Tuesday, December 08, 2009

What does "Pivoting" really mean?

Lean Startup and Customer Development are techniques/processes being used by a lot of startups, especially software and services companies. A term commonly used in both techniques is "pivoting". It means that the company changed direction--it was developing a floor wax, which no one wanted, so it "pivots" to develop a dessert topping. Gratuitous SNL reference aside, what usually happens is that the company developed a product with one feature set, then learned that what customers really wanted was a different feature set. In forums on the Web, I often read about companies that pivoted, sometimes three or four times.

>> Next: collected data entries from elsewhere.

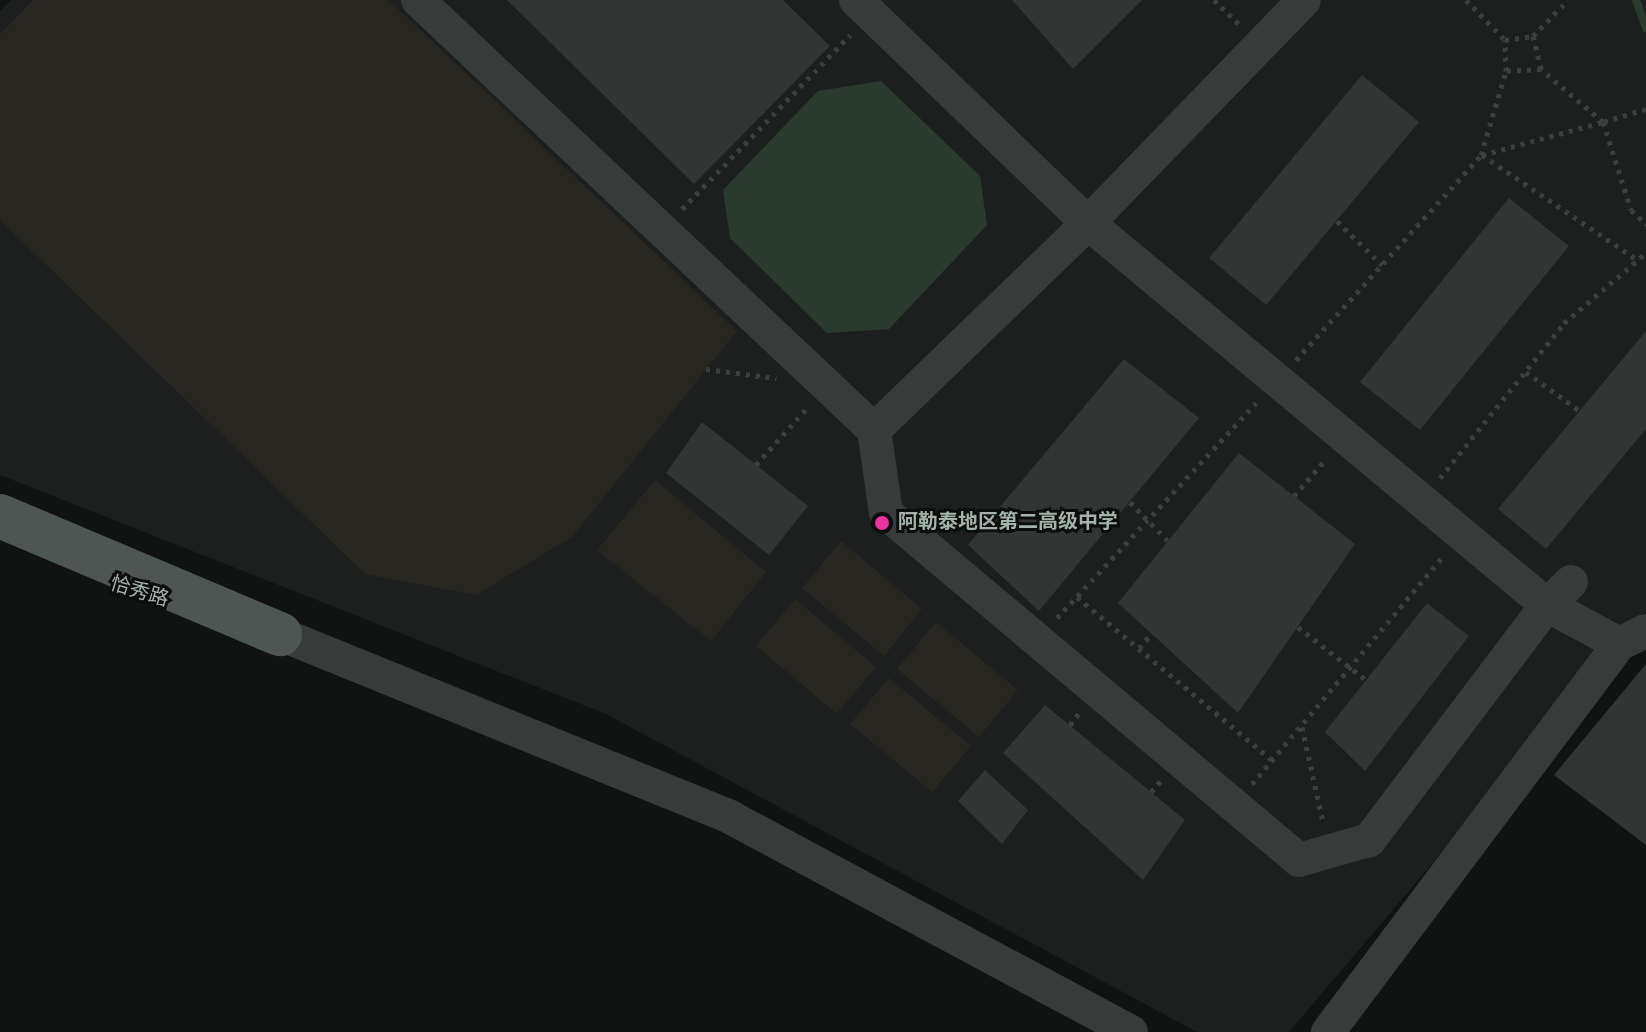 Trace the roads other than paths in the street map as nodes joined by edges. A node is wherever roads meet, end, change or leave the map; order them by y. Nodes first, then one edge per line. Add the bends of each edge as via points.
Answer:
1 (418, 0) edge
2 (1304, 0) edge
3 (863, 7) edge
4 (1088, 223) junction
5 (874, 430) junction
6 (0, 516) edge
7 (0, 544) edge
8 (1559, 594) junction
9 (280, 634) junction
10 (1632, 638) edge
11 (1131, 1032) edge
12 (1328, 1032) edge

1 - 5 street
2 - 4 street
3 - 4 street
4 - 5 street
4 - 8 street via 1461,533
5 - 8 street via 886,513 1299,860 1369,840
6 - 9 main road
7 - 9 main road, 恰秀路
8 - 10 street
9 - 11 street via 730,817
10 - 12 street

What pivoting really means is "We got it wrong." Don't take this the wrong way--I've gotten it wrong many times in my career--but often, a company could have avoided pivoting if it had done more homework upfront. So, how do things go wrong?
  • The team understands technology but not the market: They spot what looks like an opportunity, but they don't really understand the domain all that well, so they define a product or service that looks good to them but not to their target customers.
  • They talk to customers but don't listen: Even when a startup sets out to talk to customers, they dismiss negative feedback--perhaps their product is "too advanced" for the customers they're talking to, or the problems that customers are expressing aren't really problems, or frankly, their customers are stupid.
  • They don't ask the right questions, or they don't ask them in the right way: Large and small companies alike distribute huge, complex, poorly organized surveys that scare off respondents, get low response rates and are too small a sample to be representative of their target customer base. Or, they use focus groups, which have their own set of risks and are often used the wrong way (the company wants to get projectable results when they actually get impressions from a small subset of customers).
  • They copy what competitors are doing: The team starts with an existing product or service and then does a variation--cheaper, faster, or more features. That assumes, however, that the competitive benchmark is actually successful or has features worth replicating. It may turn out that the competitive benchmark isn't successful, and the company ends up replicating a failure.
The solution is to understand more, earlier in the process. Whether that means talking to more customers, asking the right questions in the right way, doing more secondary research or bringing a domain specialist into the team, knowing more upfront is likely to result in a better product/market fit, fewer pivots and faster revenue growth and profitability. None of this invalidates creating Minimum Viable Products or an iterative product and customer development process. It just means spending more time to insure that you're pursuing a real opportunity and not a mirage.